I. Introduction

Predicting stock prices has long been a cornerstone of financial research due to the complex and interrelated factors that influence market behavior. The ability to forecast price movements accurately is essential for optimizing investment strategies, mitigating risks, and navigating volatile market conditions. Traditional statistical models have often struggled to account for the non-linear dependencies and dynamic nature of financial time series. However, the advent of machine learning and deep learning techniques has introduced innovative solutions capable of identifying intricate patterns and dependencies within financial datasets [1], [2]. As a leader in mRNA-based biotechnology, Moderna Inc. exemplifies the intersection of advanced technology and financial volatility. The company’s AI-driven approach to drug development and vaccine production has positioned it at the forefront of medical innovation.

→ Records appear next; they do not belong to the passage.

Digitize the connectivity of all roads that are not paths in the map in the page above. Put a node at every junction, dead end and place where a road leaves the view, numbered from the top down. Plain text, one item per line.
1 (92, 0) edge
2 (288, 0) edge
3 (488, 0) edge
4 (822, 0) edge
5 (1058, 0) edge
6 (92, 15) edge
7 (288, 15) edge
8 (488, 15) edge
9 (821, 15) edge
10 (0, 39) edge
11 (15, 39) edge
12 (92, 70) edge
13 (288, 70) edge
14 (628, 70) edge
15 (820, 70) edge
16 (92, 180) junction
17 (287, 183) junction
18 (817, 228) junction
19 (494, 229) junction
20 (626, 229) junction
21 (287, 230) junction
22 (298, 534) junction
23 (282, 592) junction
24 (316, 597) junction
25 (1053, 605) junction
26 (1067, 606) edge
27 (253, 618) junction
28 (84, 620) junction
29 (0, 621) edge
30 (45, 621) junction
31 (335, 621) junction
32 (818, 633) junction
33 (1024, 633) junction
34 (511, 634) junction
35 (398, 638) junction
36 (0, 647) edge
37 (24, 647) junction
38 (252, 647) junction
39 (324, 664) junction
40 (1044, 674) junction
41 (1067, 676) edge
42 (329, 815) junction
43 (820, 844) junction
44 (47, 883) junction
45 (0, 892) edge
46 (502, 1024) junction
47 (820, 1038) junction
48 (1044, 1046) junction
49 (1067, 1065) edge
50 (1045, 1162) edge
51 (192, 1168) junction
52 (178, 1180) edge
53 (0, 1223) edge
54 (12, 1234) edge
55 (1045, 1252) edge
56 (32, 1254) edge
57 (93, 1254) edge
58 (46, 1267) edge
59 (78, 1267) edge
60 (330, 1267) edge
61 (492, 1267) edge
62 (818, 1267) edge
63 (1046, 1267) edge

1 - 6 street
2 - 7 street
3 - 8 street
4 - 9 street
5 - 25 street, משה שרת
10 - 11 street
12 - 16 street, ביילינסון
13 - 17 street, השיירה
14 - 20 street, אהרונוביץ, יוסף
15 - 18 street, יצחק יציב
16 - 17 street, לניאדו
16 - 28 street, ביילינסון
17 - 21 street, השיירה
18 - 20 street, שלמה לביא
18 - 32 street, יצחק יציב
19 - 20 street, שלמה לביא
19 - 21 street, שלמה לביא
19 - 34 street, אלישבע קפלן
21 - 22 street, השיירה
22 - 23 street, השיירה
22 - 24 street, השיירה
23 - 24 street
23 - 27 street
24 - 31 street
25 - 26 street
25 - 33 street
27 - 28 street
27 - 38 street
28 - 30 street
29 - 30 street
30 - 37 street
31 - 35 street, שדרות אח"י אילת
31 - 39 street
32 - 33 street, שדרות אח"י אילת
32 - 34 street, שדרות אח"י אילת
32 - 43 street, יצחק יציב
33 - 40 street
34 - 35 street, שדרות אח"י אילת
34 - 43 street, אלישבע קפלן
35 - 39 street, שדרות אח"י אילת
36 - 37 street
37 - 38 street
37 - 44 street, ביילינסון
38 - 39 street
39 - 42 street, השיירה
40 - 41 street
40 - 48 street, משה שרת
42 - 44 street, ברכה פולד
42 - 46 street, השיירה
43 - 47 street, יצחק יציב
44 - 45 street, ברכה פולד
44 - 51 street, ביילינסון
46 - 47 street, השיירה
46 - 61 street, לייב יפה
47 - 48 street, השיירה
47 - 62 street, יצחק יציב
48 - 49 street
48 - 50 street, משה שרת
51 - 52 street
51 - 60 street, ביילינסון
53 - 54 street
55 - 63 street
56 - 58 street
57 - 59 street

During the COVID-19 pandemic, Moderna’s rapid vaccine rollout highlighted the transformative potential of its AI-backed strategies, contributing to significant fluctuations in its stock price. These dynamics make Moderna’s stock an ideal case for exploring the application of predictive modeling in volatile financial markets [3], [4]. Prior research has explored a variety of predictive techniques, each with distinct advantages and limitations. Linear Regression is widely regarded for its simplicity and interpretability, making it a reliable baseline. However, its reliance on linear assumptions often limits its applicability in capturing complex market behaviors [5]. Ensemble models like Random Forest offer greater flexibility in modeling non-linear relationships and feature interactions, but they can be prone to overfitting in highly volatile datasets [6], [7]. Deep learning approaches, particularly Long Short-Term Memory (LSTM) networks, excel at processing sequential data and leveraging temporal structures, making them highly effective for analyzing financial time series [8], [9].